What's in the Fedora Core 2 kernel
[Posted April 14, 2004 by corbet]
Fedora Core 2 is
scheduled to ship
in just over one month. This distribution will be a high-profile
deployment of the 2.6 kernel. Red Hat has often shipped highly-patched
kernels, and there have been occasional criticisms that the company's
kernels are so divergent from the mainline that they are incompatible with
other Linux systems. Since we have been messing with the second Fedora
Core 2 test release anyway, it seemed like a good time to look and see
what sort of kernel it includes. To that end, we pulled down a copy of
2.6.5-1-321 from
Arjan van
de Ven's directory.
As it turns out, the number of patches contained in this kernel is
relatively small. That is not entirely surprising; vendor kernel patch
lists tend to get longer as the current development kernel progresses; some
vendors, at least, have a tendency to backport features from the
development tree. There is no development tree currently, so there
is nothing to backport.
That said, the first patch is a big one: it's the full 2.6.5-mc1 tree from Andrew Morton. Now that
the merge candidate patches are finding their way into 2.6.6-pre, Red Hat
will not need to apply that particular patch itself.
The 2.6.6 kernel will feature an option (on by default) to use 4KB kernel
stacks on the i386 architecture. The Fedora kernel has that patch, of
course; it also includes a separate patch which takes away the option of
using the traditional 8KB stacks.
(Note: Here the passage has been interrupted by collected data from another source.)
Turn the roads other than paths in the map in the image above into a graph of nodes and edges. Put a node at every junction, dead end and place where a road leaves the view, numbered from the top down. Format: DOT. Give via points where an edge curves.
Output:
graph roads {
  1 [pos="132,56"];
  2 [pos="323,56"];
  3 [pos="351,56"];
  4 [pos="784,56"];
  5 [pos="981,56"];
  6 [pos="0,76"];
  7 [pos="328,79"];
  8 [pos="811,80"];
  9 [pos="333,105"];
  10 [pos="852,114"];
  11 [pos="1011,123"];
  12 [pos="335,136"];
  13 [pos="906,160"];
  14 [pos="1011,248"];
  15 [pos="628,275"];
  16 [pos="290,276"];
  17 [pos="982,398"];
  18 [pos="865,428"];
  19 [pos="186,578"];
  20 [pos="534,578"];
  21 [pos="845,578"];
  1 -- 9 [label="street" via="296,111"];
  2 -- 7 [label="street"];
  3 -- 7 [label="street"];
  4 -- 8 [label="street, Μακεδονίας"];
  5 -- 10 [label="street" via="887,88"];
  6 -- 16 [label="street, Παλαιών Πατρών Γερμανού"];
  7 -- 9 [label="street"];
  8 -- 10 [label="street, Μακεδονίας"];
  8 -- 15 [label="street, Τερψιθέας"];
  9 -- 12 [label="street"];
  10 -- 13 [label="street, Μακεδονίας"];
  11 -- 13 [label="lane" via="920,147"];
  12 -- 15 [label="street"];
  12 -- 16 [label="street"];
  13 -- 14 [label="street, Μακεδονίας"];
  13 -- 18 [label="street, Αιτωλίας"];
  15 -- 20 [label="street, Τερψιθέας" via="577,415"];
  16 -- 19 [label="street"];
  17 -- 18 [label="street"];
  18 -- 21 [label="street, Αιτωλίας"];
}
This change has upset some Fedora test
users; the 4KB stacks break certain proprietary device drivers
(e.g. nVidia) and some users of those drivers would prefer to have the
ability to build a kernel that supports them. Red Hat seems determined to
follow this path, however, on the assumption that nVidia will fix its
drivers (and the general attitude that breaking binary modules is a
low-priority problem at best).
Then, there are patches which are true Red Hat stuff. These include "exec shield," which makes buffer overflow
attacks harder by enforcing no-execute permissions; the 4G/4G patch which provides expanded 32-bit
virtual address spaces to both user space and the kernel; and TUX, the
kernel-based high-performance web server. There is also an
SELinux/security module patch which allows the kernel to bypass permission
checks when creating sockets internally; this one changes the security
module interface.
Then, there are various cleanup and safety patches. For example, gcc 3.4
supports a "warn_unused_result" attribute on functions; the compiler
will complain when code calls a function marked with this attribute and
fails to check the return value. The Red Hat kernel applies that attribute
to a few functions (copy_from_user(),
pci_enable_device(), etc.) to trap places where the proper checks
are not made. Various functions which use too much kernel stack space have
been fixed up. There is a patch which fixes some remaining
sleep_on() calls and warns about others. The driver for
/dev/mem has been fixed to disallow access to most of main
memory. And there is a driver for a "crash" device which provides direct
read access to main memory, seemingly for use by a crash dump utility.
Finally, there is a small set of bug fixes and patches to ease the build
process on various architectures.
Overall, the Fedora kernel suggests that, in Red Hat's view, not a whole
lot needs to be added to the 2.6 kernel (the upcoming 2.6.6 version, at
least) for it to be ready for wide use.